EQ Resources Aktie: 150–175 Millionen für Springer-Komplex
Ein Konsortium plant bis zu 175 Millionen US-Dollar für den Springer-Komplex. EQ Resources beteiligt sich mit zehn Prozent und liefert Konzentrat.

- Neustartvereinbarung für Nevada-Anlage geschlossen
- Investitionen von 150 bis 175 Millionen
- EQ Resources hält zehn Prozent
- Aktie heute 7,4 Prozent gestiegen
Das US-Projekt rund um den Springer-Wolfram-Komplex nimmt feste Konturen an. Ein Konsortium aus The Elmet Group, Blue Moon Metals und EQ Resources hat die Eckpunkte für den Neustart der Anlage im US-Bundesstaat Nevada über eine bindende Rahmenvereinbarung geregelt.

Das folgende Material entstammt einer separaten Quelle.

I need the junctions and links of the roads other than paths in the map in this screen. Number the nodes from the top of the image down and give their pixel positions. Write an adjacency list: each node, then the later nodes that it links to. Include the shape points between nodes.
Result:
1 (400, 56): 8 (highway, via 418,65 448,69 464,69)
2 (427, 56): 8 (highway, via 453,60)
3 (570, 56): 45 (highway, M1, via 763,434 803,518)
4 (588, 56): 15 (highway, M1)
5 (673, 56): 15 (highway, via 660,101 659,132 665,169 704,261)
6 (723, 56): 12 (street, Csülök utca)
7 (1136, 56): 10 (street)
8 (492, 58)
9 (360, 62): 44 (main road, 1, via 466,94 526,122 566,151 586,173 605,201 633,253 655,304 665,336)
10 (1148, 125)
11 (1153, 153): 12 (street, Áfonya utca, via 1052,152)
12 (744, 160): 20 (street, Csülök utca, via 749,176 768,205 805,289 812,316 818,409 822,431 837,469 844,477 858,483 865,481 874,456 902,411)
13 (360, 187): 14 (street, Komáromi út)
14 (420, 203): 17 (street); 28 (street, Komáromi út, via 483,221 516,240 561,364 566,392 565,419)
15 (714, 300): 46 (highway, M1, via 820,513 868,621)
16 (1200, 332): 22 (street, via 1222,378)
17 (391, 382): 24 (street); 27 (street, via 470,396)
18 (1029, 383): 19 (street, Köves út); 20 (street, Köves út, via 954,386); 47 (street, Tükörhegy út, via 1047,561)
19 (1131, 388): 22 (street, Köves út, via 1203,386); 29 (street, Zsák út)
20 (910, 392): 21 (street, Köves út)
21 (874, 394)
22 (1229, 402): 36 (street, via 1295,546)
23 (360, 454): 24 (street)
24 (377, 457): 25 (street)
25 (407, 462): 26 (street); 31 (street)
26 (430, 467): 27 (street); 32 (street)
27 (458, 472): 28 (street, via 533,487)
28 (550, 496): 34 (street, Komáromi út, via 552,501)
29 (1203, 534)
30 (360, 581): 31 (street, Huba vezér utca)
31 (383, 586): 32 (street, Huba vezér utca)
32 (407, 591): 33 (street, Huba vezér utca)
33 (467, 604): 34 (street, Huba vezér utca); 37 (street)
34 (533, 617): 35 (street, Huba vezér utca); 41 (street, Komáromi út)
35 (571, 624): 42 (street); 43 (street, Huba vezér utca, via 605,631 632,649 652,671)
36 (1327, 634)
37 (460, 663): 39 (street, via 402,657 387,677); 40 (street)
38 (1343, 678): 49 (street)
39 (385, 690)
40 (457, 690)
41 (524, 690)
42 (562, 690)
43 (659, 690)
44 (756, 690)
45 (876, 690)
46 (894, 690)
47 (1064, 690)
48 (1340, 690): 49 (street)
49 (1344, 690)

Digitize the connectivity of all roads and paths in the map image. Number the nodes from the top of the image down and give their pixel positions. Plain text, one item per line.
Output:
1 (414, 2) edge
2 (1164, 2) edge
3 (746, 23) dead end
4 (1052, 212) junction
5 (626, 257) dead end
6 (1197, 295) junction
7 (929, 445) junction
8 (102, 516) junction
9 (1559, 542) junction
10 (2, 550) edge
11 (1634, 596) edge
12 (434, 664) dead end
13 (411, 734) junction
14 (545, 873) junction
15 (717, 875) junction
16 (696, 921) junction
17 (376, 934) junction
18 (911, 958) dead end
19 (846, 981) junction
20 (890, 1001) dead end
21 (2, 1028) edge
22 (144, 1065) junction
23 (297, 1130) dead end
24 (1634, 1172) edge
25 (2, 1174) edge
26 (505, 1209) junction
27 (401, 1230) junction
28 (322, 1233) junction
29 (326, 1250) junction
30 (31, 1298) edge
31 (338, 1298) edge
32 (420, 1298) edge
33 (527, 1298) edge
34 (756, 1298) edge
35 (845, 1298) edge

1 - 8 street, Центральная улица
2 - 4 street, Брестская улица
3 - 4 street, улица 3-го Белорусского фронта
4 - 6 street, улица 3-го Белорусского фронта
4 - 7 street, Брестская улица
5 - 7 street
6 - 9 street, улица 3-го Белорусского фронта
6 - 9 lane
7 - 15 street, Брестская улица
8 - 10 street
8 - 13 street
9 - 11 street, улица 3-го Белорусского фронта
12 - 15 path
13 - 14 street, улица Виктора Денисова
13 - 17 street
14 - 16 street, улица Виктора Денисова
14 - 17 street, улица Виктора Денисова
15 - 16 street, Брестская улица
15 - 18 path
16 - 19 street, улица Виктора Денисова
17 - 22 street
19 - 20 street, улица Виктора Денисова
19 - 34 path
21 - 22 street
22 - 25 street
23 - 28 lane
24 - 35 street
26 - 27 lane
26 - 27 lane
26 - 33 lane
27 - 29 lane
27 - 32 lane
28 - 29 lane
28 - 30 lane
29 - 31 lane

Insgesamt sollen zwischen 150 und 175 Millionen US-Dollar in das Vorhaben fließen, um die Verarbeitungskapazitäten für das strategisch wichtige Industriemetall wieder in Betrieb zu nehmen.
Finanzierungsstruktur und Rollenverteilung
Die Beteiligungsverhältnisse im Joint Venture sind klar abgesteckt: The Elmet Group übernimmt mit 70 Prozent die Führungsrolle, Blue Moon Metals hält 20 Prozent, während EQ Resources mit einem Anteil von 10 Prozent beteiligt ist.
Den Hauptteil der finanziellen Last trägt der Mehrheitspartner: The Elmet Group steuert 75 Millionen US-Dollar an Kapital sowie einen Vorschuss von 50 Millionen US-Dollar bei. Zudem ist eine Reserve von 25 Millionen US-Dollar vorgesehen.
EQ Resources bringt neben seiner Minderheitsbeteiligung operative Lieferungen in das Konsortium ein. Das Unternehmen soll Konzentrat für die US-Anlage bereitstellen. Die bestehenden Förderstätten Mt Carbine im australischen Queensland sowie Barruecopardo in Spanien bleiben dabei die zentralen Säulen des eigenen Rohstoffportfolios.
Stufenweiser Neustart bis 2028
Die industrielle Kapazität des Springer-Komplexes ist auf die Aufbereitung von 1.200 Tonnen Erz pro Tag ausgelegt. Daraus sollen künftig jährlich bis zu 4.000 Tonnen Ammoniumparawolframat (APT) gewonnen werden. Dieses Zwischenprodukt ist für die Weiterverarbeitung zu reinem Wolframmetall und Legierungen unverzichtbar.
Der Zeitplan für das Projekt sieht eine schrittweise Inbetriebnahme vor. Die Wiederaufnahme des Minenbetriebs wird für das vierte Quartal 2027 angestrebt. Die nachgelagerte Verarbeitungsstufe für die APT-Produktion soll nach derzeitiger Planung in der zweiten Jahreshälfte 2028 folgen.
Anleger reagieren auf die Konsortialpläne
An den Märkten wird das Vorhaben positiv aufgenommen. Die Aktie von EQ Resources stieg heute um 7,4 Prozent auf 0,4620 AUD. Damit setzt das Papier seinen übergeordneten Aufwärtstrend fort: Seit Jahresanfang summiert sich das Kursplus auf 457 Prozent.
Das Projekt fällt in eine Phase, in der westliche Industrien verstärkt nach alternativen Bezugsquellen für kritische Rohstoffe suchen. Vor allem die Verarbeitungsschritte jenseits des reinen Minenabbaus gelten international als Nadelöhr.
Durch die Einbindung der eigenen Minenkonzentrate in eine US-Verarbeitungsstrecke erweitert das Unternehmen seinen Marktzugang in Nordamerika, behält durch den 10-Prozent-Anteil jedoch ein überschaubares Investitionsrisiko.